TASK STATEMENT: Any picture in the data below gets skipped; print all the rest exactly.

DATA SECTION:
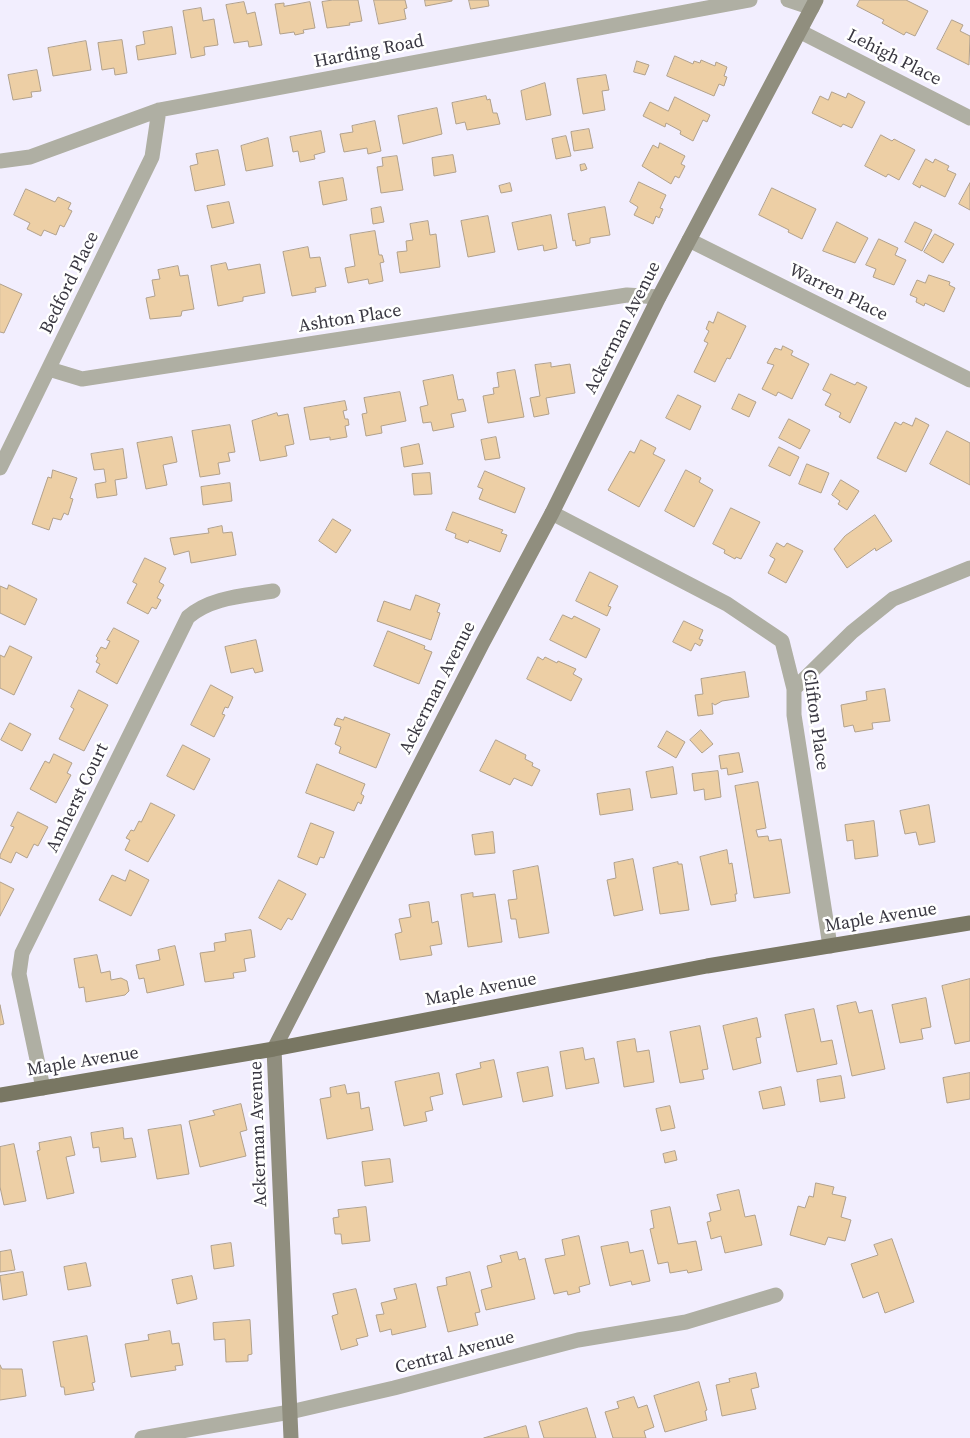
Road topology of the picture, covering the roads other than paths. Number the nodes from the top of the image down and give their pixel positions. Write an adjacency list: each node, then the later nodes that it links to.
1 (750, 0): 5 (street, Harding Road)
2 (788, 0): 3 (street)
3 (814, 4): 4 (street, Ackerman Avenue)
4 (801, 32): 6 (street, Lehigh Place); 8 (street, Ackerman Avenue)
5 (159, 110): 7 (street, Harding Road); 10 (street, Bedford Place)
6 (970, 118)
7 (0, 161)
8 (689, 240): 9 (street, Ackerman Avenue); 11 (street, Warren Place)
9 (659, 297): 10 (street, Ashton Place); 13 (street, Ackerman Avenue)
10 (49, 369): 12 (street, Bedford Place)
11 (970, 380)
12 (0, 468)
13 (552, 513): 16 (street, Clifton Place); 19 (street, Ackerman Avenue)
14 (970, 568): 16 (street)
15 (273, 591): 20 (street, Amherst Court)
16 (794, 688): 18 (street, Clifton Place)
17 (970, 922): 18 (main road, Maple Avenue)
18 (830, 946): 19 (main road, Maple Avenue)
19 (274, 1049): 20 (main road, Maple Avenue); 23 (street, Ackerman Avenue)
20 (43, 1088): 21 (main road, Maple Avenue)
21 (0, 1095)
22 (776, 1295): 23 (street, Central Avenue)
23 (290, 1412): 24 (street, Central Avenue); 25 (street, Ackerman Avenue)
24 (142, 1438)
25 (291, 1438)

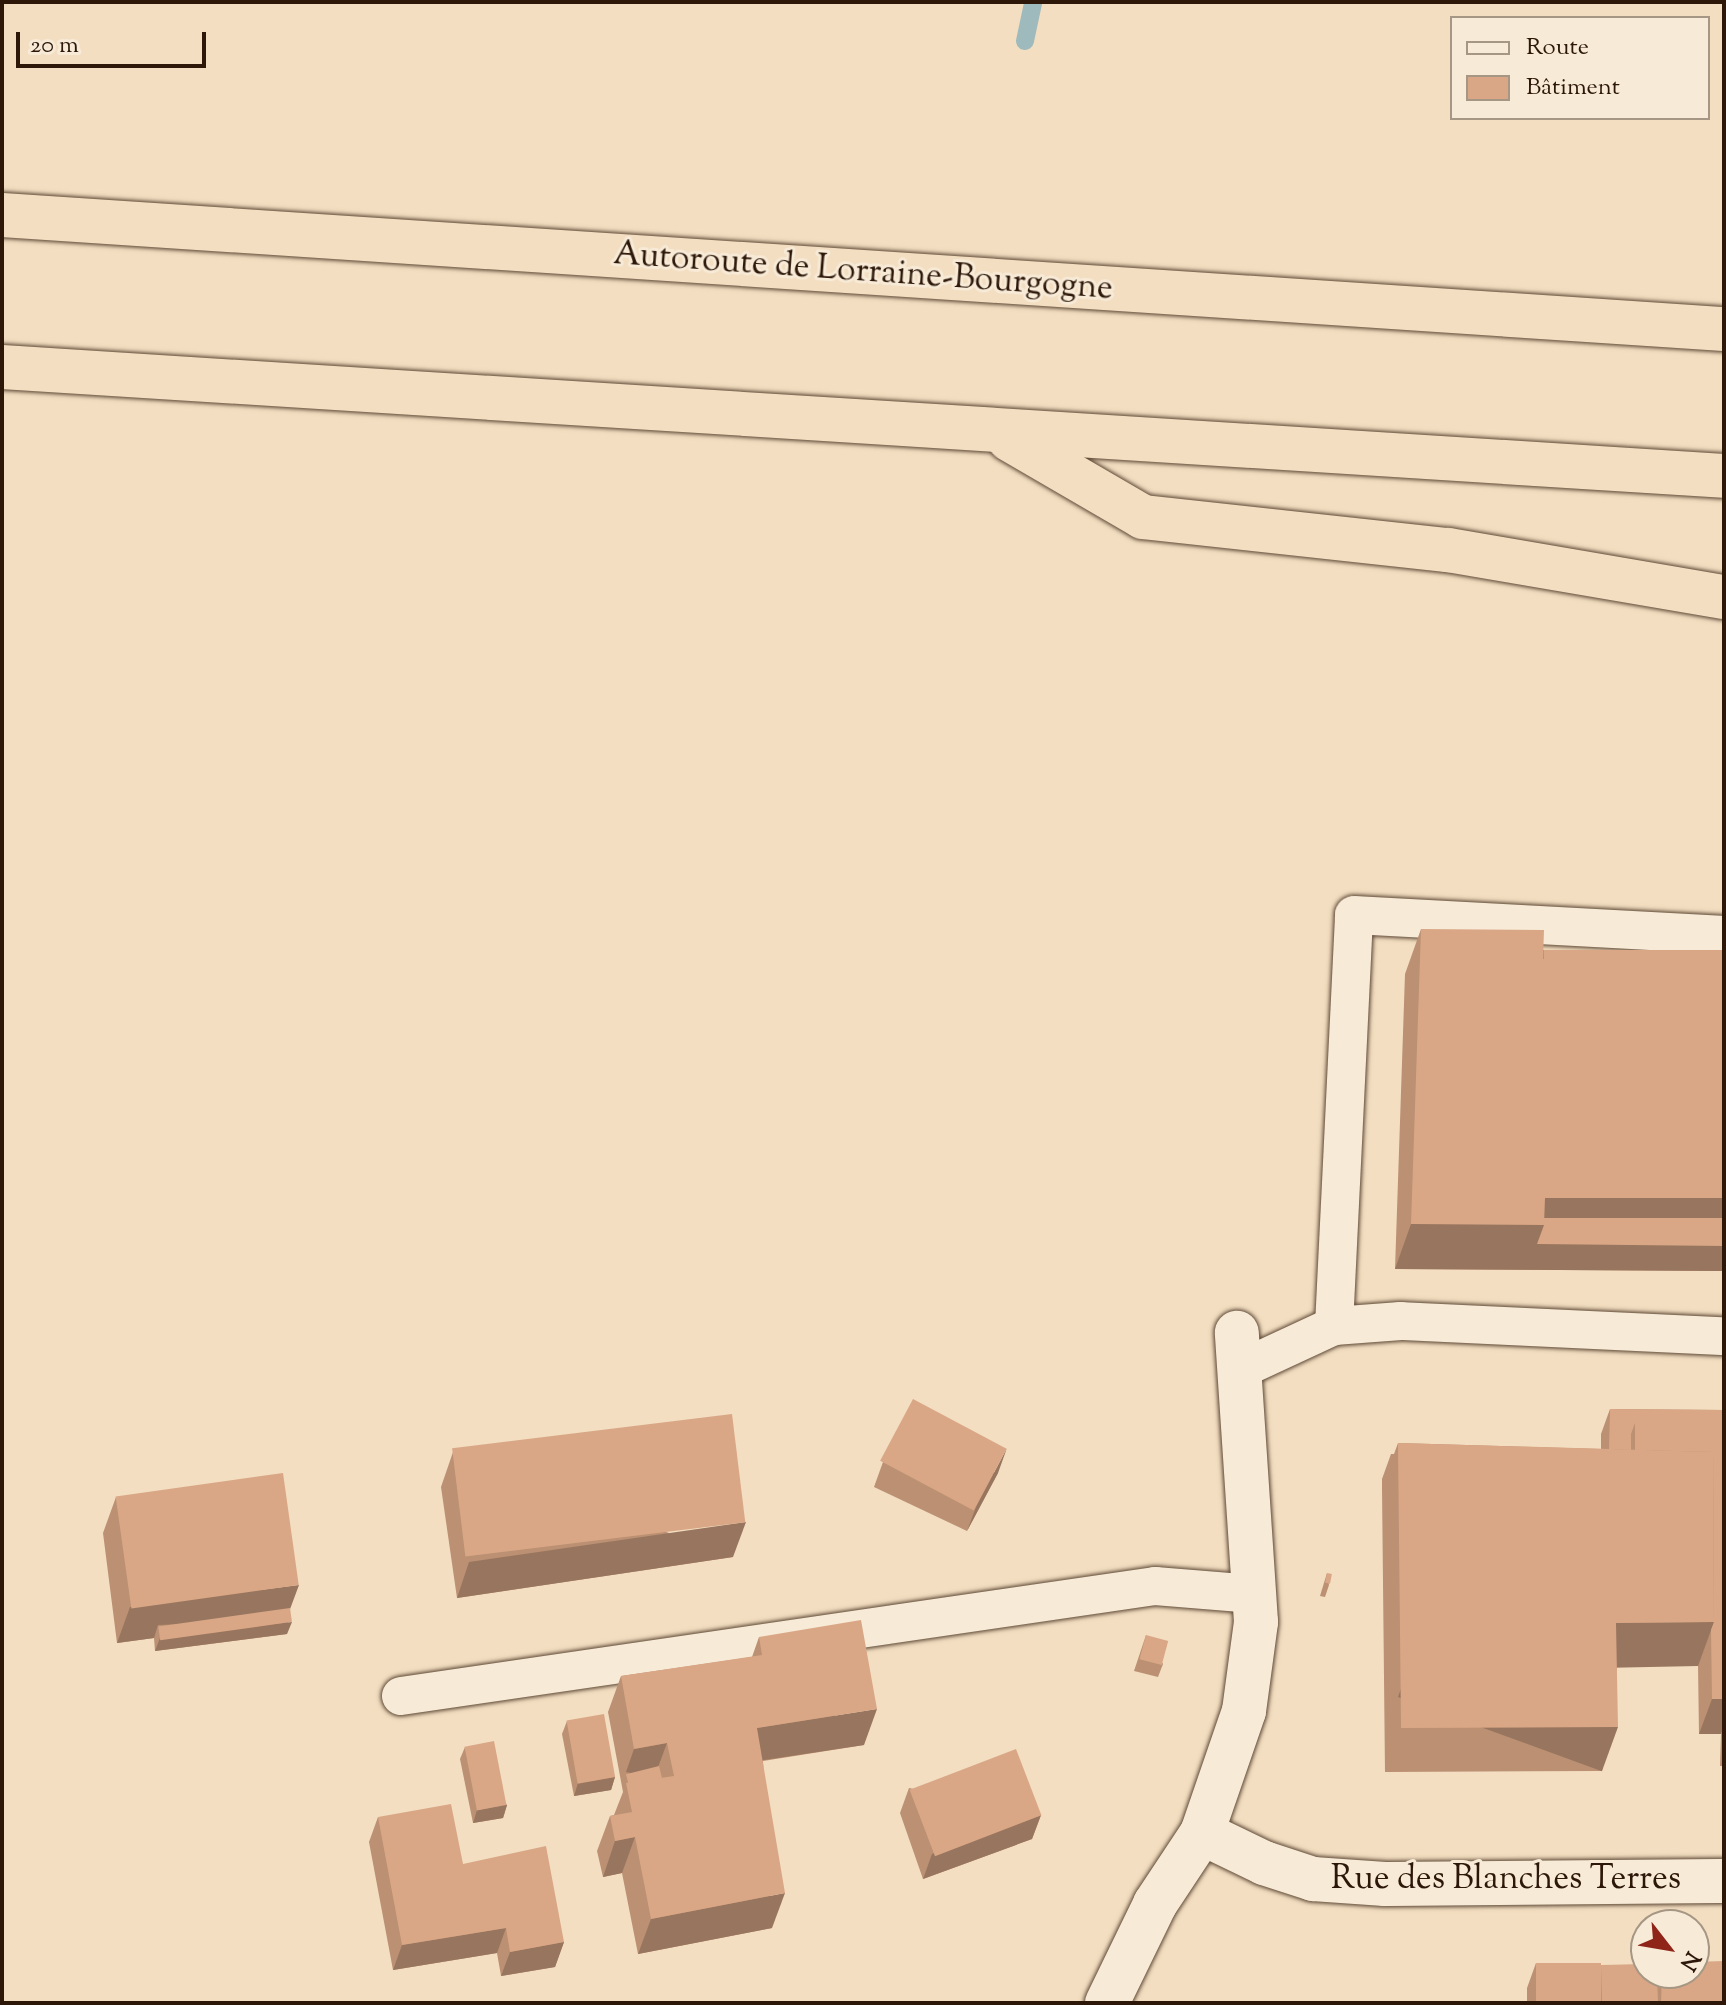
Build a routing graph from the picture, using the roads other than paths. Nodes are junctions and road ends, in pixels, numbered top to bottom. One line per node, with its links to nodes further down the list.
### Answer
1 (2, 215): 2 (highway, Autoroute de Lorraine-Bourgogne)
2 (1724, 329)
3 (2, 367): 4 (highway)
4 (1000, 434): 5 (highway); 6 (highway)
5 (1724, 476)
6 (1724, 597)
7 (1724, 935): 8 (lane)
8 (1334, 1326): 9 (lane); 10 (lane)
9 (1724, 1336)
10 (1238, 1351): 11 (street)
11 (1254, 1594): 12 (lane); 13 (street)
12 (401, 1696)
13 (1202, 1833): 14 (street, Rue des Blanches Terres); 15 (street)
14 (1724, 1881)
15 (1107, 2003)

TASK OUTPUT:
Road topology of the picture, covering the roads other than paths. Number the nodes from the top of the image down and give their pixel positions. Write an adjacency list: each node, then the later nodes that it links to.
1 (750, 0): 5 (street, Harding Road)
2 (788, 0): 3 (street)
3 (814, 4): 4 (street, Ackerman Avenue)
4 (801, 32): 6 (street, Lehigh Place); 8 (street, Ackerman Avenue)
5 (159, 110): 7 (street, Harding Road); 10 (street, Bedford Place)
6 (970, 118)
7 (0, 161)
8 (689, 240): 9 (street, Ackerman Avenue); 11 (street, Warren Place)
9 (659, 297): 10 (street, Ashton Place); 13 (street, Ackerman Avenue)
10 (49, 369): 12 (street, Bedford Place)
11 (970, 380)
12 (0, 468)
13 (552, 513): 16 (street, Clifton Place); 19 (street, Ackerman Avenue)
14 (970, 568): 16 (street)
15 (273, 591): 20 (street, Amherst Court)
16 (794, 688): 18 (street, Clifton Place)
17 (970, 922): 18 (main road, Maple Avenue)
18 (830, 946): 19 (main road, Maple Avenue)
19 (274, 1049): 20 (main road, Maple Avenue); 23 (street, Ackerman Avenue)
20 (43, 1088): 21 (main road, Maple Avenue)
21 (0, 1095)
22 (776, 1295): 23 (street, Central Avenue)
23 (290, 1412): 24 (street, Central Avenue); 25 (street, Ackerman Avenue)
24 (142, 1438)
25 (291, 1438)

Build a routing graph from the picture, using the roads other than paths. Nodes are junctions and road ends, in pixels, numbered top to bottom. One line per node, with its links to nodes further down the list.
### Answer
1 (2, 215): 2 (highway, Autoroute de Lorraine-Bourgogne)
2 (1724, 329)
3 (2, 367): 4 (highway)
4 (1000, 434): 5 (highway); 6 (highway)
5 (1724, 476)
6 (1724, 597)
7 (1724, 935): 8 (lane)
8 (1334, 1326): 9 (lane); 10 (lane)
9 (1724, 1336)
10 (1238, 1351): 11 (street)
11 (1254, 1594): 12 (lane); 13 (street)
12 (401, 1696)
13 (1202, 1833): 14 (street, Rue des Blanches Terres); 15 (street)
14 (1724, 1881)
15 (1107, 2003)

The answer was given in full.